Обычно рецензию, - как и живешь, - пишешь по шаблону. Иначе ведь с ума сойти, - задумаешься и не разогнешься. Но для шаблонной рецензии и книга должна быть написана соответствующе. А то стыд, нестыковка, не вышел на орбиту, не приземлился в заданном районе Акмолинской области.

 

«Крымский диван» Сергея Соловьева (М.: Зебра Е, 2006, 448 стр.) – необычная книга. И на нее стоит писать рецензию, потому что это выбивает из колеи еще больше самого чтения. Шутка ли, загнать в пару страниц толстую книгу метафор, выдумки, фантазий, свободного полета, бега пунктиром в нескучный сад слов.

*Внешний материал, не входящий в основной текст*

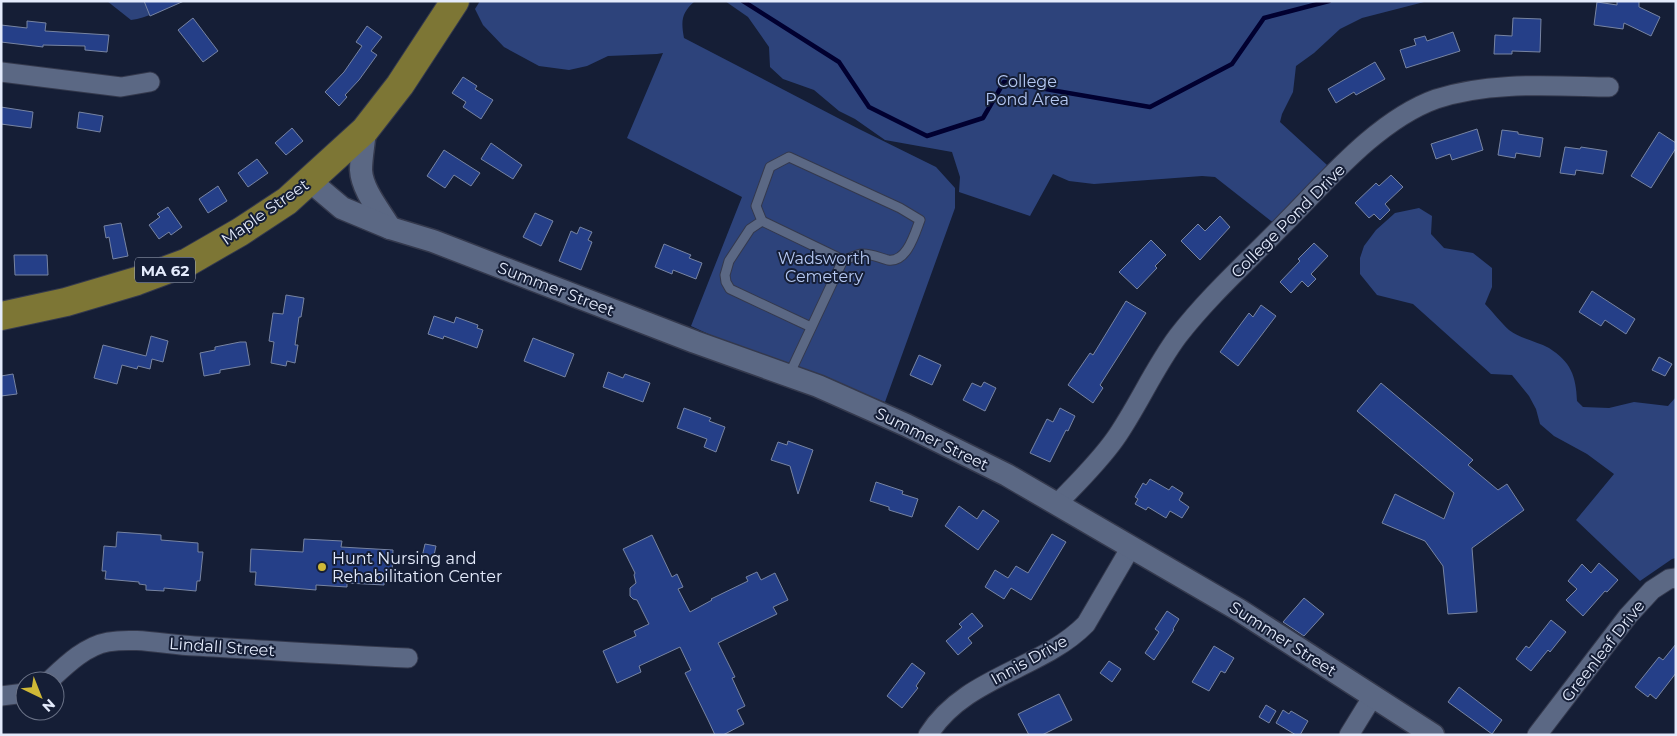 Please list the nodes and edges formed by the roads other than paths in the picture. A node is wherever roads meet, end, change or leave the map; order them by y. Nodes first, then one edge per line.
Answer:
1 (455, 1) edge
2 (1, 72) edge
3 (150, 82) dead end
4 (1609, 87) dead end
5 (365, 130) junction
6 (310, 182) junction
7 (762, 221) junction
8 (390, 228) junction
9 (843, 260) junction
10 (1, 316) edge
11 (811, 327) junction
12 (788, 376) junction
13 (1057, 504) junction
14 (1131, 547) junction
15 (1676, 578) edge
16 (408, 658) dead end
17 (59, 671) edge
18 (15, 694) edge
19 (1, 696) edge
20 (1372, 696) junction
21 (928, 735) edge
22 (1349, 735) edge
23 (1433, 735) edge
24 (1537, 735) edge

1 - 5 main road, Maple Street / MA 62
2 - 3 street
4 - 13 street, College Pond Drive
5 - 6 main road, Maple Street / MA 62
5 - 8 street
6 - 8 street, Summer Street
6 - 10 main road, Maple Street / MA 62
7 - 9 lane
7 - 9 lane
7 - 11 lane
8 - 12 street, Summer Street
9 - 11 lane
11 - 12 lane
12 - 13 street, Summer Street
13 - 14 street, Summer Street
14 - 20 street, Summer Street
14 - 21 street, Innis Drive
15 - 24 street, Greenleaf Drive
16 - 17 street, Lindall Street
18 - 19 street
20 - 22 street
20 - 23 street, Summer Street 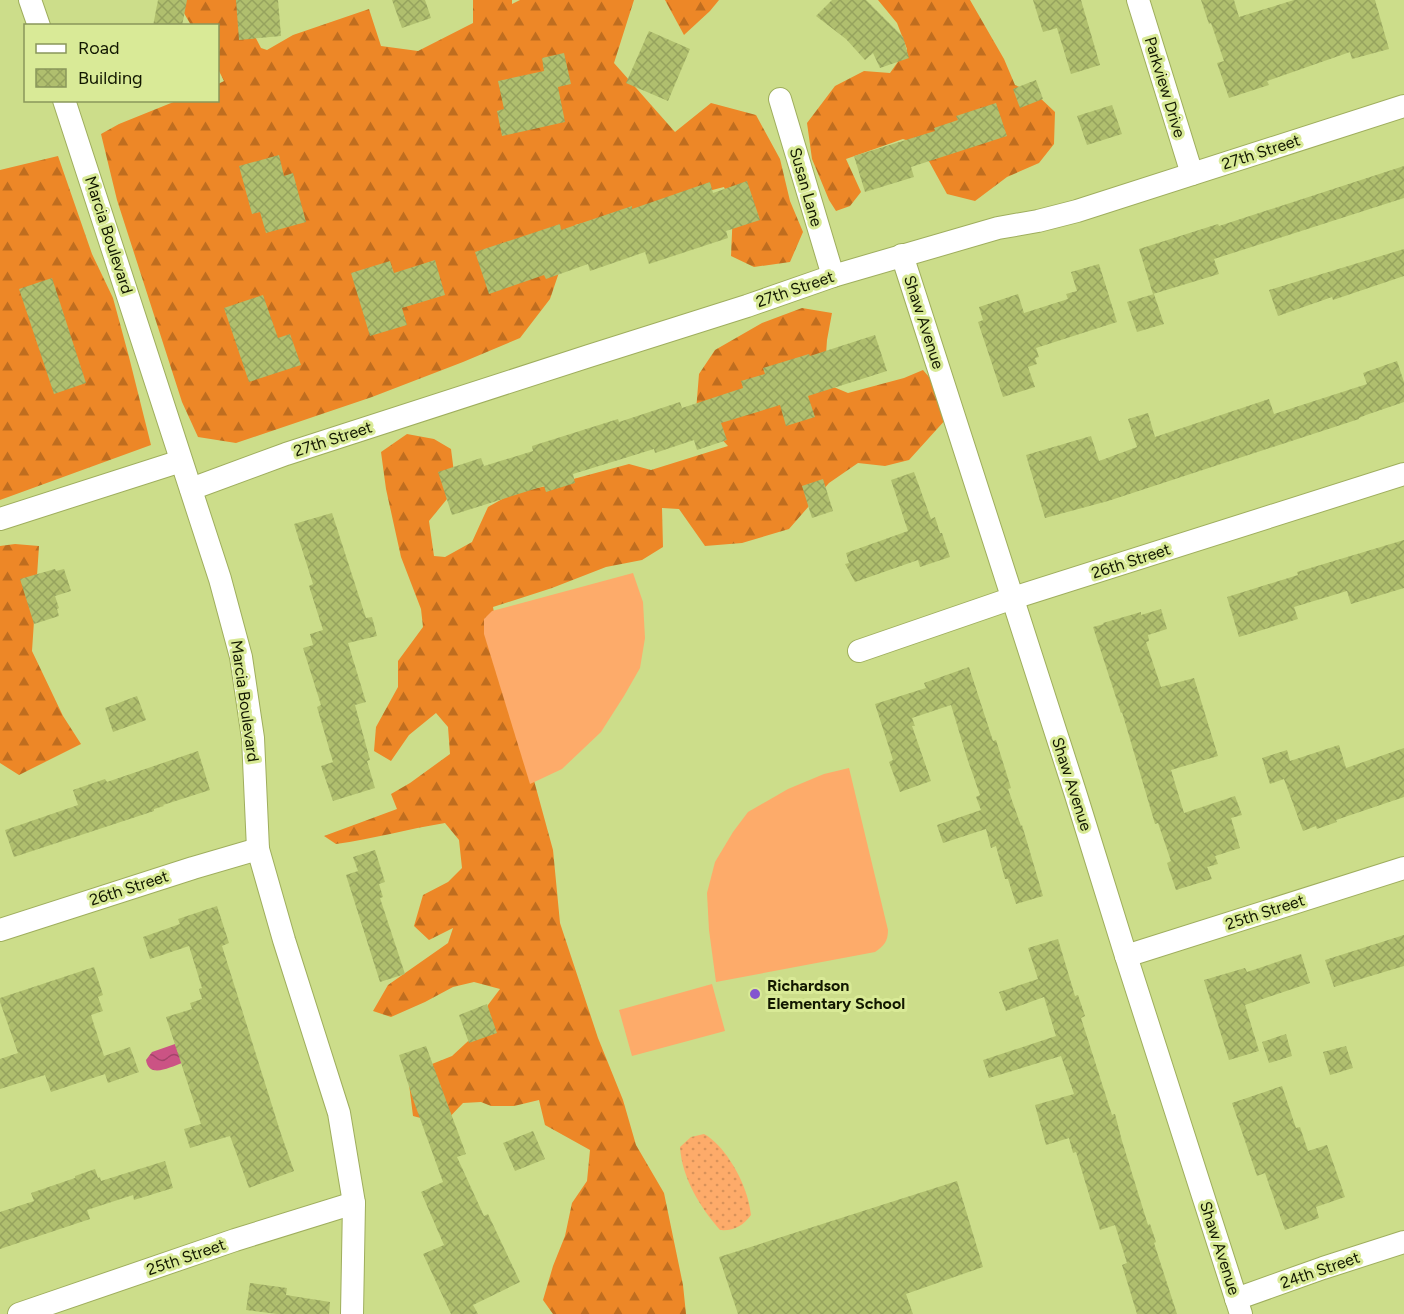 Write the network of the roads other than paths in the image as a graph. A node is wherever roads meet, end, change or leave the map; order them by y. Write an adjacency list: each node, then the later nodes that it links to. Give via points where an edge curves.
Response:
1 (30, 0): 3 (street)
2 (1138, 0): 7 (street, Parkview Drive)
3 (38, 24)
4 (780, 99): 9 (street, Susan Lane)
5 (65, 102): 10 (street, Marcia Boulevard)
6 (1404, 106): 7 (street, 27th Street)
7 (1192, 174): 8 (street, 27th Street, via 1077,211)
8 (902, 255): 9 (street, 27th Street); 14 (street, Shaw Avenue)
9 (832, 276): 12 (street, 27th Street, via 286,454)
10 (181, 461): 12 (street, Marcia Boulevard); 13 (street)
11 (1404, 474): 14 (street, 26th Street)
12 (191, 489): 16 (street, Marcia Boulevard, via 241,657 253,738)
13 (0, 519)
14 (1013, 598): 15 (street, 26th Street); 19 (street, Shaw Avenue)
15 (859, 651)
16 (258, 849): 18 (street, 26th Street); 20 (street, Marcia Boulevard, via 339,1113)
17 (1404, 868): 19 (street, 25th Street)
18 (0, 930)
19 (1126, 956): 22 (street, Shaw Avenue)
20 (354, 1203): 23 (street, 25th Street); 24 (street, Marcia Boulevard)
21 (1404, 1242): 22 (street, 24th Street, via 1323,1268)
22 (1238, 1306)
23 (19, 1314)
24 (352, 1314)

Что это? – проза поэта, притом что С. Соловьев, действительно, поэт. Но сам же оценивает «прозу поэта», как «Переписку. Левой руки с правой». Поэт, - киевский, где бы не жил, - в Индии, в Германии, в Москве. У нас поражается, почему так скудно и неинтересно живет этот сонный народец. Пытался разбудить его в специальной программе, о которой сговорился с Дмитрием Дибровым, - «Просвет», - да потом ушел оттуда, не захотев идти на попятный требуемой общепонятности. «Потому что читатель не живет в настоящем времени. Потому что настоящее – скорость света, а не его отстой по обе стороны, где и живет читатель: или в прошлом, или в будущем. Или в возвратном залоге, или в развратном. А настоящее – для ангелов. Кто ж им пишет?»

Но это так, отступление. «Крымский диван» - не о языке, хотя языком и на языке написан, выдуман, сочинен и живет. Книга – о Крыме, конечно. Об этом древнем советском мифе, на фоне которого жил, уходя и возвращаясь, то ли автор, то ли герой книги, то ли все те люди, о которых он пишет, встречая и сочиняя их на ходу. «Гна безмолвно покачивал лодочкой. Листья с деревьев мело. Наступали дожди. На заборах коты, как горшки расписные, сидели». Скользит неуловимая интонация побега из повести Паустовского «Романтики», но потом только он – Соловьев.

Это книга, где проза переходит в стихи с естественностью давних любовников, хотя бы и только что познакомившихся, удивившихся друг другу до перемены дыхания. Стихи переходят в объяснение в любви, дневник – в письмо и в философию: «”Будьте как дети” – как хлопок одной ладони. Почему дети крылаты, во сне летают? Почему мы – чем дальше в жизнь, тем короче крылья? Почему мы растем сверху вниз – от небес до могилы? Почему говорят: под звездою родился? Там – рождение, здесь – см. библиографию».

Дух дышит, где хочет. И «Крымский диван» написан в жанре вечной книги, которую, где ни откроешь, там и начинаешь свое превращение – в человека читающего, в особый вид жизни, из которого, как из любого другого вида, нет выхода, кроме входа туда, где нас уже нет.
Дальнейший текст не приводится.